Quantas perguntas?

...são necessárias para se chegar a uma resposta?

4.2.07

Para onde

Passei o dia inteiro preocupado em botar ordem na cachola. Pensei sobre o curso de psicologia, sobre o meu trabalho e a possível mudança de função. Limpei a piscina, dei uma arrumada no quarto, assisti a Diamante de Sangue. Tudo isso com a cabeça girando...

Diante de um mundo de possibilidades, sempre tive dificuldade em escolher. Ter de optar entre os futuros ao meu alcance, entre diferentes profissões, entre churrasco e macarronada. Não que eu não saiba o que eu quero, não é isso... Também não sou incapaz de escolher. Meu problema é que insisto em pensar nas escolhas que não fiz, em tudo aquilo que dispensei ao optar por alguma coisa. Eu não olho para o "meio-copo vazio", eu olho para as garrafas que acabei deixando de comprar.
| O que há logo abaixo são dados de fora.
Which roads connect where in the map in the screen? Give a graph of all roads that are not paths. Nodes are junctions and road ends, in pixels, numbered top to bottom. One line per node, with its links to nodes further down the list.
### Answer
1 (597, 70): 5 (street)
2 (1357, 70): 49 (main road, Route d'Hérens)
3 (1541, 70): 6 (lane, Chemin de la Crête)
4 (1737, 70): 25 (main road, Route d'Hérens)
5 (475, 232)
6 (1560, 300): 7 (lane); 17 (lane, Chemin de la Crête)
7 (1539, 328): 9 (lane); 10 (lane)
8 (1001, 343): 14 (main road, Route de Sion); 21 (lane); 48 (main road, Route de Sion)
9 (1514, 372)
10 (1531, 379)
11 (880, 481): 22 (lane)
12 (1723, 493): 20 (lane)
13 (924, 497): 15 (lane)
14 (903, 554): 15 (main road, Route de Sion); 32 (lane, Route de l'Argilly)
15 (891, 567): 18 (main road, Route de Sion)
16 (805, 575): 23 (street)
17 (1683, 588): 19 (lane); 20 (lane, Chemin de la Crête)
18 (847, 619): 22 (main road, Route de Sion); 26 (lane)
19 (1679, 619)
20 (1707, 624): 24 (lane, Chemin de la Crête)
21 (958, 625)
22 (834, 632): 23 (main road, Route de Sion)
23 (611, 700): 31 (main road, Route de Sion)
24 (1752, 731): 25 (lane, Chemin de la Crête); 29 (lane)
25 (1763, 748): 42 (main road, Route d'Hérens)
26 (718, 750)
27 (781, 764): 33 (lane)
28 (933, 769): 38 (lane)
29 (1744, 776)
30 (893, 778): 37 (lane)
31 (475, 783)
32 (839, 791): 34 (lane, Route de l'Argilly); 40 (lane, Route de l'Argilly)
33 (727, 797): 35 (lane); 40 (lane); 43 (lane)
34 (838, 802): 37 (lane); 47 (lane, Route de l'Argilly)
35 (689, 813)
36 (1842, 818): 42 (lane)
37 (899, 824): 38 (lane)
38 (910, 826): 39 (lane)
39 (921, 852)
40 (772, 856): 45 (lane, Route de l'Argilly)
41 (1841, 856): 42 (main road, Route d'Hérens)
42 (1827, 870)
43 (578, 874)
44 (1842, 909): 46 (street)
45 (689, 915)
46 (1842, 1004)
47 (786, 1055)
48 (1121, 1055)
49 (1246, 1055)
Tamanho o meu medo de perder a possibilidade, que prefero fugir das escolhas e acabo não oferecendo certezas mesmo quando as tenho.

Estou agora com 23 anos e olho para o que conquistei. Um diploma, um emprego interessante, de baixa remuneração porém com certas vantagens, uma bagagem cultural invejável, uma vaga numa universidade conceituada e uma gama de conhecimento suficientemente grande para levar a vida sem cair nas suas armadilhas convencionais. Não tenho ainda fama ou sucesso, não adentrei o campo do fantástico ou do incrível. Fiquei no "interessante", beirando ao comum.

A verdade é que há duas coisas que me perturbam neste momento. A primeira é que sei do que sou capaz (no bom sentido) e me pergunto em que direção devo concentrar minhas forças para obter o que quero. A segunda é que existe uma razão simples para eu não ter respondido essa pergunta, e essa indecisão precisa acabar.

Resumindo: porque eu não consegui me decidir sobre que caminho trilhar?

A resposta para essa pergunta diz muito sobre mim. Sei mais sobre a felicidade – aquilo que ela representa pra mim – do que a maioria das pessoas. Em compensação, durante toda minha vida me acostumei a procurá-la e estudá-la. Com breves exceções, ainda tenho pouca experiência em alcançá-la, em fazer os sacrifícios necessários para torná-la real.

Sei vivenciá-la nas pequenas coisas, e sei que para isso basta um estado de espírito e um olhar diferente (o mundo através dos meus olhos é geralmente bem bonito). Ainda não me tornei insensível às grandes causas, e consigo me preocupar com problemas sociais e políticos (mesmo que não lhes dedique muito tempo, por saber que atualmente não posso fazer muito). Me falta apenas a atitude, a perspectiva consciente de que eu posso e devo continuar lutando. Incessantemente.